Packaged drinking water to come with license seals

water-jar

Packaged drinking water manufactures will now have to mandatorily seal the bottle caps with plastic wraps imprinted with their license numbers.

The provision will be implemented from Monday, according to the Department of Food Technology and Quality Control (DFTQC). The department said it will forward an instruction to all the manufacturers of bottled water asking them to strictly abide by the provision. “We are sending the instruction on Monday,” said DFTQC Director General Sanjeev Karna.

The department’s move follows growing complaints about the distribution of adulterated and impure water. In the absence of such a mandatory provision, the manufacturers have only been using normal caps, not sealed caps, on water bottlers, the department said, adding even retailers have been found refilling the jars themselves with impure water and putting the public health at risk.

There are more than 200 licence bottled water manufacturers in the Kathmandu Valley. “Almost all of them sell sealed jars for first time, but they do not use sealed caps in successive refilling,” said Karna.

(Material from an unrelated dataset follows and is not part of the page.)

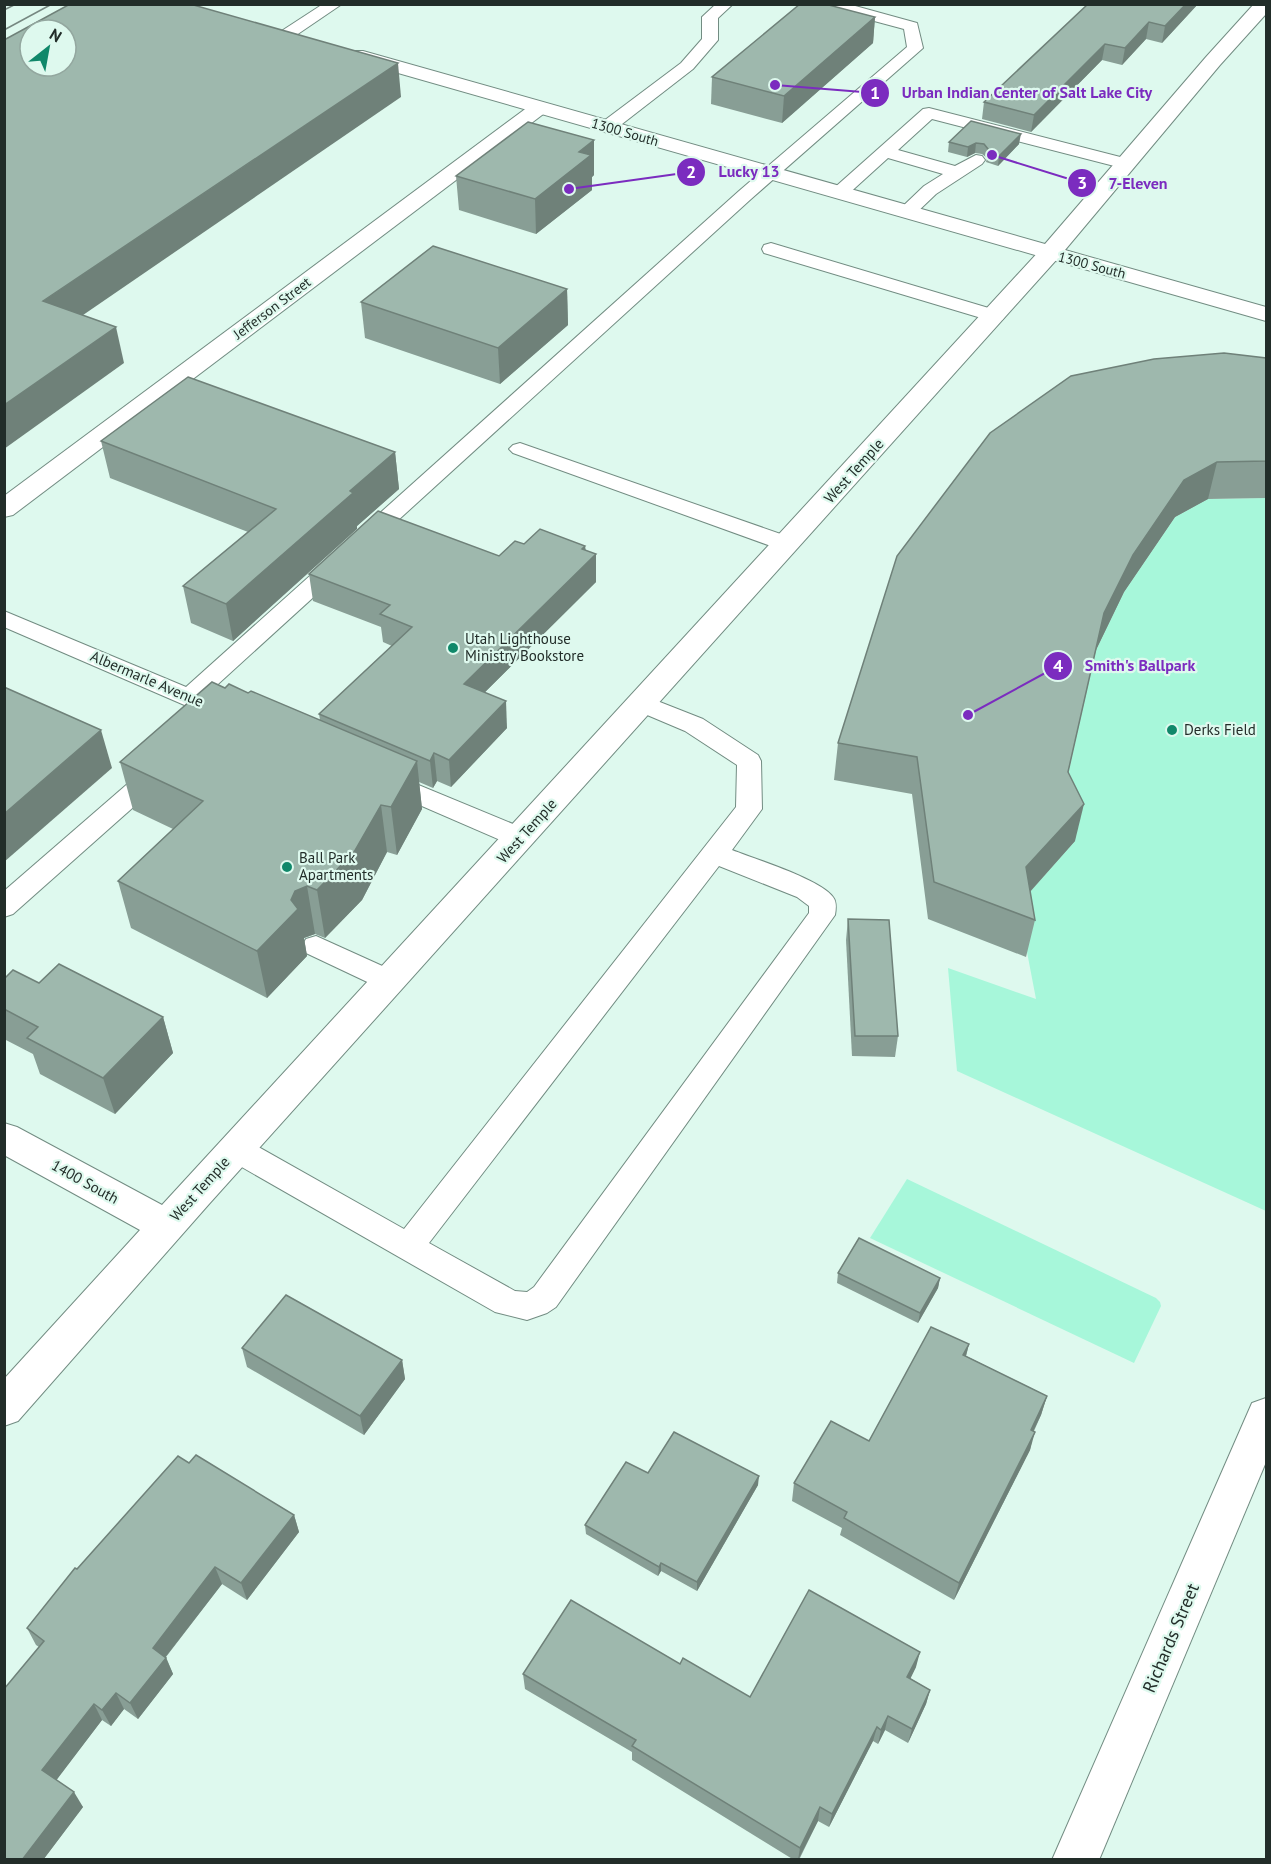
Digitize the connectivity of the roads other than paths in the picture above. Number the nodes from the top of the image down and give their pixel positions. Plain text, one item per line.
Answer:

According to the department, of the 51 cases it filed cases against wrongdoers in the market in the first five months of the fiscal year, seven were related to bottled water.

The manufacturers of bottled water have welcomed the government’s move. Kishore Manandhar, president of Nepal Bottled Water Industries Association, said the provision would help control malpractices seen in the sector.

According to the association, the demand for bottled water stands at 3 million litres daily in the Valley.

Bigger labelling on packages

The Department of Food Technology and Quality Control has said it has prepared a draft Food Packaging Regulation, under which firms have make the labelling on the packages a bit bigger and easily readable. According to the department, due to small-size and difficult-to-read labelling on many packaged food item, consumers were being cheated. Karna said the regulation would also bar food manufacturers from using substandard materials for packaging.